→ ABOUT THIS EXERCISE
Check each line of the data for "junctions" and select those that have it.

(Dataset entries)
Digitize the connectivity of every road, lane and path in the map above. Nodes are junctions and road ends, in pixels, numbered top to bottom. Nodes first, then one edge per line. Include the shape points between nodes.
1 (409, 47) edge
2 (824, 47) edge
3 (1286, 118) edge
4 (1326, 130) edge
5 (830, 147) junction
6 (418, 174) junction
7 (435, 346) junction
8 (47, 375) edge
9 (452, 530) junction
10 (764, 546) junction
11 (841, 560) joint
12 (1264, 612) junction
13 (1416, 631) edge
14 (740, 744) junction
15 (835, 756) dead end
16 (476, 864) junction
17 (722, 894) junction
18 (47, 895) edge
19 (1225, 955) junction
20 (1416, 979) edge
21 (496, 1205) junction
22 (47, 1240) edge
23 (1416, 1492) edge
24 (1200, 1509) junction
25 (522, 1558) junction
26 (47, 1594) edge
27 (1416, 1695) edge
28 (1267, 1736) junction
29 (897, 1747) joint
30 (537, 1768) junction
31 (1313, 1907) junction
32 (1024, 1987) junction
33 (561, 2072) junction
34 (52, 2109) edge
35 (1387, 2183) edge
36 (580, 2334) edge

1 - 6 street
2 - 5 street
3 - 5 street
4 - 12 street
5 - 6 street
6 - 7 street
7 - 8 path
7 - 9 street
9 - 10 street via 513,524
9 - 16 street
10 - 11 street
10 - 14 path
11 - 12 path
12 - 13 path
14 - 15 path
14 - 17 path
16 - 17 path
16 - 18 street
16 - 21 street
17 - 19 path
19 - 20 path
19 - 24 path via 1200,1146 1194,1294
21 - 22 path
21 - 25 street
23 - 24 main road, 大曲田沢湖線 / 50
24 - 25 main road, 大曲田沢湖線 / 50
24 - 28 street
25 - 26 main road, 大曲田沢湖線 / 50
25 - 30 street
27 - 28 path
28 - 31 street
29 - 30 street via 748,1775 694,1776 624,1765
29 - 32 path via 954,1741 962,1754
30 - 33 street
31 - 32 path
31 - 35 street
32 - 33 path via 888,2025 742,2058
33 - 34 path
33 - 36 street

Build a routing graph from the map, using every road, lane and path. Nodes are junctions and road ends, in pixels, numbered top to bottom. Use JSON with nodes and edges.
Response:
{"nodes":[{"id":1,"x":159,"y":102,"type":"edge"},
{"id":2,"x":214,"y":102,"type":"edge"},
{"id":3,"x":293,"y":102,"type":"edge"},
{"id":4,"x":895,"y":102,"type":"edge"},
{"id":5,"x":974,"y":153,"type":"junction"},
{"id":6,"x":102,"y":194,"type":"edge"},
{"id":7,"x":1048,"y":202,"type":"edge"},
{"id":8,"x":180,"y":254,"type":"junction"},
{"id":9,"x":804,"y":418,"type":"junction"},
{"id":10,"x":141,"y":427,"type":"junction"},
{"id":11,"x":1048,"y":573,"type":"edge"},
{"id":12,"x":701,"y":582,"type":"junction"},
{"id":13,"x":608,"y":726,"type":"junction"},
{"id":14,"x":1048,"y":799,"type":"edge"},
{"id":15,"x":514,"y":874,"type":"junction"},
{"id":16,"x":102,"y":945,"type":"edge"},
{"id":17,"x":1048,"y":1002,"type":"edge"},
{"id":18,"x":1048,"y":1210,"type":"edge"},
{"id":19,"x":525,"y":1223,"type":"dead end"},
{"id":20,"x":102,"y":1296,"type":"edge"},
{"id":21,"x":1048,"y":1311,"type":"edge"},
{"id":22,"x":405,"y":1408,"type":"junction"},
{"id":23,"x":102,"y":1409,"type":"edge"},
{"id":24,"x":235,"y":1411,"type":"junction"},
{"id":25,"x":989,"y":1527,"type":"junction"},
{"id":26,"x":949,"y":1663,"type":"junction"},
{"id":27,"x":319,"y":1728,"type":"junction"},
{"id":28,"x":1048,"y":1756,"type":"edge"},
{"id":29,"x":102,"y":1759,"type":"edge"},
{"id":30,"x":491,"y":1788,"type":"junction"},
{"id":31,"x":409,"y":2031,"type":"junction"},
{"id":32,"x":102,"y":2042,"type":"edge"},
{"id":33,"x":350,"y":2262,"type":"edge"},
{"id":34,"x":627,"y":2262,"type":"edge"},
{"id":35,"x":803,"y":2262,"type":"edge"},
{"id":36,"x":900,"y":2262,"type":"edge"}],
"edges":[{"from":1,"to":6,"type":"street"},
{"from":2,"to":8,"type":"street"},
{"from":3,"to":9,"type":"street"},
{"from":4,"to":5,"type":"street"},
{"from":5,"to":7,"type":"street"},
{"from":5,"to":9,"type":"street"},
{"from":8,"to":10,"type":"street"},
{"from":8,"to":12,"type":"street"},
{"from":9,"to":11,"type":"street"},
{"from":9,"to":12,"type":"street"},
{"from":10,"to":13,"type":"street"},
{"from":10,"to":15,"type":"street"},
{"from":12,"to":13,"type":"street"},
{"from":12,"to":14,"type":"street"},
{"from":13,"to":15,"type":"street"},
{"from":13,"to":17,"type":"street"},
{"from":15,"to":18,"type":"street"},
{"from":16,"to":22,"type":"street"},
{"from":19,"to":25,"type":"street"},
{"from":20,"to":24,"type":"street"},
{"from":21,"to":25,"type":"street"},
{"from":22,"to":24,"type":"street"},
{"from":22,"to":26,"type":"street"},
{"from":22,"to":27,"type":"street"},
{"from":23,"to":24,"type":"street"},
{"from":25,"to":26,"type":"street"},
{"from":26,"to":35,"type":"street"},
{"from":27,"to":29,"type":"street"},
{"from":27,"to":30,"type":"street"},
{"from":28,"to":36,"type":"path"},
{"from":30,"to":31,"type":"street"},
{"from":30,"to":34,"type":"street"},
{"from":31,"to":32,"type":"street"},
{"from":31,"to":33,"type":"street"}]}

→ RESPONSE TO THIS EXERCISE
Digitize the connectivity of every road, lane and path in the map above. Nodes are junctions and road ends, in pixels, numbered top to bottom. Nodes first, then one edge per line. Include the shape points between nodes.
Build a routing graph from the map, using every road, lane and path. Nodes are junctions and road ends, in pixels, numbered top to bottom. Use JSON with nodes and edges.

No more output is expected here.